[[ RECORDS open ]]

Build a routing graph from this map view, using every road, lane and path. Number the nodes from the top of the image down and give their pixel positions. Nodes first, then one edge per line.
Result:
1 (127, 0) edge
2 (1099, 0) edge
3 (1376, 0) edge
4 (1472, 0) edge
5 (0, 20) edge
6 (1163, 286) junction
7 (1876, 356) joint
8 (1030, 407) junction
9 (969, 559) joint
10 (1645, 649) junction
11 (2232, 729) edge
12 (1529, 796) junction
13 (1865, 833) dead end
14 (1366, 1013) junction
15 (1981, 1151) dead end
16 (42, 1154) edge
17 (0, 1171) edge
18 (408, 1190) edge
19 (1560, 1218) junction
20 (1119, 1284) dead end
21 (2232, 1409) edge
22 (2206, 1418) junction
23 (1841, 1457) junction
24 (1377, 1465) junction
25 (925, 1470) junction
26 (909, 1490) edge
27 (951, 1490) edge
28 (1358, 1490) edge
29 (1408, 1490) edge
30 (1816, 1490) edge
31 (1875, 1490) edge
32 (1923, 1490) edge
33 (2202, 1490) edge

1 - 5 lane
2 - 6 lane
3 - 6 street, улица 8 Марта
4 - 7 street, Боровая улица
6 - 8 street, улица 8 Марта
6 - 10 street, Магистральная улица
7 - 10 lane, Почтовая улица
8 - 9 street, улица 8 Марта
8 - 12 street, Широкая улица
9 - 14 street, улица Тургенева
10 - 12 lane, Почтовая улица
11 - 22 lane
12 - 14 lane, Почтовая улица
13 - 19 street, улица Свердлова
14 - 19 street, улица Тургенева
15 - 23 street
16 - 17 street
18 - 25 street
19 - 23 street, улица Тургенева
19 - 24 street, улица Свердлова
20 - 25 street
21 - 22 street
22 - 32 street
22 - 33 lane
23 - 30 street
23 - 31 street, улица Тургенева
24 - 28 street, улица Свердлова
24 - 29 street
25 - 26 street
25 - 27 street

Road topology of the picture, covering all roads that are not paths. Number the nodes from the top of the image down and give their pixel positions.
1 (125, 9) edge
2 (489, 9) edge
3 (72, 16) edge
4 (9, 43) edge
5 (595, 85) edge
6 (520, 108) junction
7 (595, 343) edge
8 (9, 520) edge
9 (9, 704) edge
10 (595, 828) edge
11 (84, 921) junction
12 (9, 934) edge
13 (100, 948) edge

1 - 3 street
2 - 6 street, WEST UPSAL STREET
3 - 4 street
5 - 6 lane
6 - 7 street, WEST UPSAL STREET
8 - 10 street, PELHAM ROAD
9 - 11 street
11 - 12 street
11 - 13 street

[[ RECORDS closed ]]

### TASK
Make an exact copy of the whole listing, so that no line is lost.

### ANSWER SPACE
Build a routing graph from this map view, using every road, lane and path. Number the nodes from the top of the image down and give their pixel positions. Nodes first, then one edge per line.
Result:
1 (127, 0) edge
2 (1099, 0) edge
3 (1376, 0) edge
4 (1472, 0) edge
5 (0, 20) edge
6 (1163, 286) junction
7 (1876, 356) joint
8 (1030, 407) junction
9 (969, 559) joint
10 (1645, 649) junction
11 (2232, 729) edge
12 (1529, 796) junction
13 (1865, 833) dead end
14 (1366, 1013) junction
15 (1981, 1151) dead end
16 (42, 1154) edge
17 (0, 1171) edge
18 (408, 1190) edge
19 (1560, 1218) junction
20 (1119, 1284) dead end
21 (2232, 1409) edge
22 (2206, 1418) junction
23 (1841, 1457) junction
24 (1377, 1465) junction
25 (925, 1470) junction
26 (909, 1490) edge
27 (951, 1490) edge
28 (1358, 1490) edge
29 (1408, 1490) edge
30 (1816, 1490) edge
31 (1875, 1490) edge
32 (1923, 1490) edge
33 (2202, 1490) edge

1 - 5 lane
2 - 6 lane
3 - 6 street, улица 8 Марта
4 - 7 street, Боровая улица
6 - 8 street, улица 8 Марта
6 - 10 street, Магистральная улица
7 - 10 lane, Почтовая улица
8 - 9 street, улица 8 Марта
8 - 12 street, Широкая улица
9 - 14 street, улица Тургенева
10 - 12 lane, Почтовая улица
11 - 22 lane
12 - 14 lane, Почтовая улица
13 - 19 street, улица Свердлова
14 - 19 street, улица Тургенева
15 - 23 street
16 - 17 street
18 - 25 street
19 - 23 street, улица Тургенева
19 - 24 street, улица Свердлова
20 - 25 street
21 - 22 street
22 - 32 street
22 - 33 lane
23 - 30 street
23 - 31 street, улица Тургенева
24 - 28 street, улица Свердлова
24 - 29 street
25 - 26 street
25 - 27 street

Road topology of the picture, covering all roads that are not paths. Number the nodes from the top of the image down and give their pixel positions.
1 (125, 9) edge
2 (489, 9) edge
3 (72, 16) edge
4 (9, 43) edge
5 (595, 85) edge
6 (520, 108) junction
7 (595, 343) edge
8 (9, 520) edge
9 (9, 704) edge
10 (595, 828) edge
11 (84, 921) junction
12 (9, 934) edge
13 (100, 948) edge

1 - 3 street
2 - 6 street, WEST UPSAL STREET
3 - 4 street
5 - 6 lane
6 - 7 street, WEST UPSAL STREET
8 - 10 street, PELHAM ROAD
9 - 11 street
11 - 12 street
11 - 13 street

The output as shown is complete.